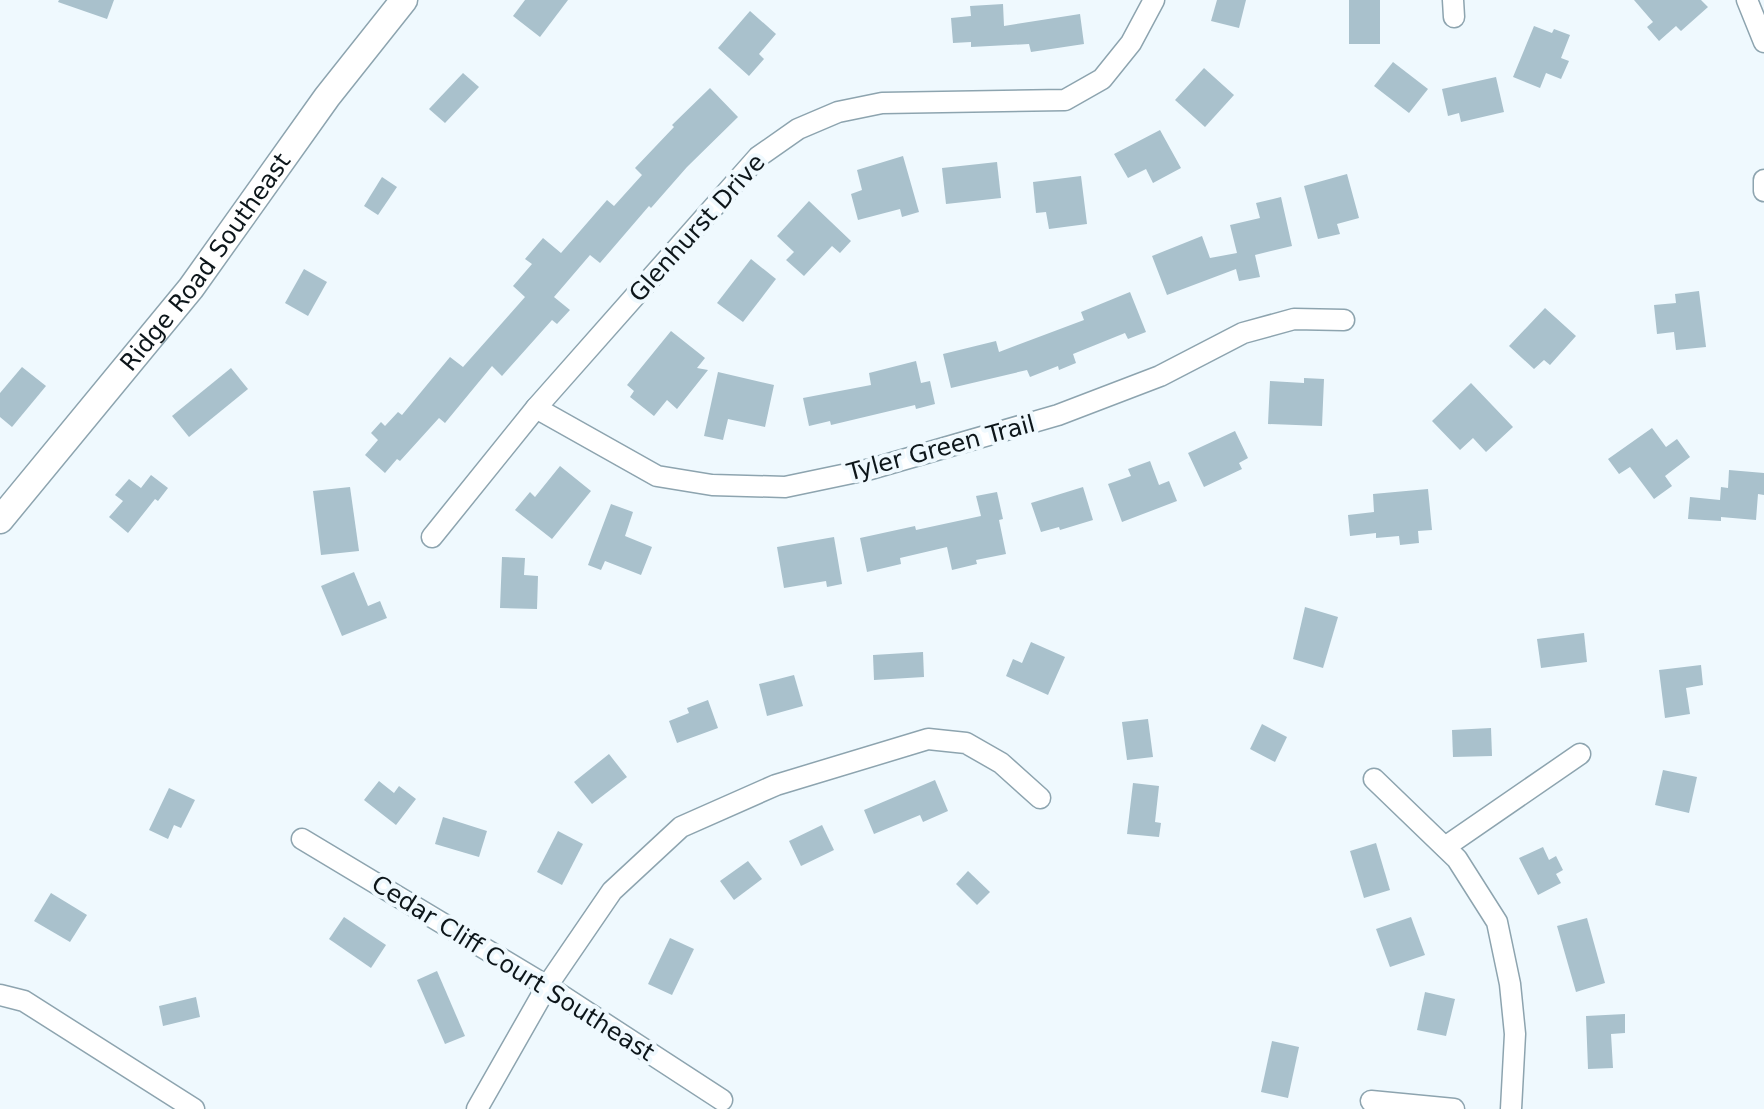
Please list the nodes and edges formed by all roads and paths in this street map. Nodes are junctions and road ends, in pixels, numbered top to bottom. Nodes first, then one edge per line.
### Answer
1 (404, 0) edge
2 (1154, 0) edge
3 (1747, 0) edge
4 (1764, 42) edge
5 (1764, 180) edge
6 (1764, 191) edge
7 (1344, 320) dead end
8 (536, 408) junction
9 (0, 520) edge
10 (432, 537) dead end
11 (1580, 754) dead end
12 (1374, 779) dead end
13 (1040, 798) dead end
14 (302, 839) dead end
15 (1445, 847) junction
16 (547, 986) junction
17 (0, 995) edge
18 (722, 1100) dead end
19 (1371, 1101) dead end
20 (194, 1109) edge
21 (477, 1109) edge
22 (1454, 1109) edge
23 (1511, 1109) edge

1 - 9 street, Ridge Road Southeast
2 - 8 street, Glenhurst Drive
3 - 4 street
5 - 6 street
7 - 8 street, Tyler Green Trail
8 - 10 street, Glenhurst Drive
11 - 15 street
12 - 15 street
13 - 16 street
14 - 16 street, Cedar Cliff Court Southeast
15 - 23 street
16 - 18 street, Cedar Cliff Court Southeast
16 - 21 street
17 - 20 street
19 - 22 street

— Task requirements —
Reproduce every entry exactly; images stay out.

— Task output —
Please list the nodes and edges formed by all roads and paths in this street map. Nodes are junctions and road ends, in pixels, numbered top to bottom. Nodes first, then one edge per line.
### Answer
1 (404, 0) edge
2 (1154, 0) edge
3 (1747, 0) edge
4 (1764, 42) edge
5 (1764, 180) edge
6 (1764, 191) edge
7 (1344, 320) dead end
8 (536, 408) junction
9 (0, 520) edge
10 (432, 537) dead end
11 (1580, 754) dead end
12 (1374, 779) dead end
13 (1040, 798) dead end
14 (302, 839) dead end
15 (1445, 847) junction
16 (547, 986) junction
17 (0, 995) edge
18 (722, 1100) dead end
19 (1371, 1101) dead end
20 (194, 1109) edge
21 (477, 1109) edge
22 (1454, 1109) edge
23 (1511, 1109) edge

1 - 9 street, Ridge Road Southeast
2 - 8 street, Glenhurst Drive
3 - 4 street
5 - 6 street
7 - 8 street, Tyler Green Trail
8 - 10 street, Glenhurst Drive
11 - 15 street
12 - 15 street
13 - 16 street
14 - 16 street, Cedar Cliff Court Southeast
15 - 23 street
16 - 18 street, Cedar Cliff Court Southeast
16 - 21 street
17 - 20 street
19 - 22 street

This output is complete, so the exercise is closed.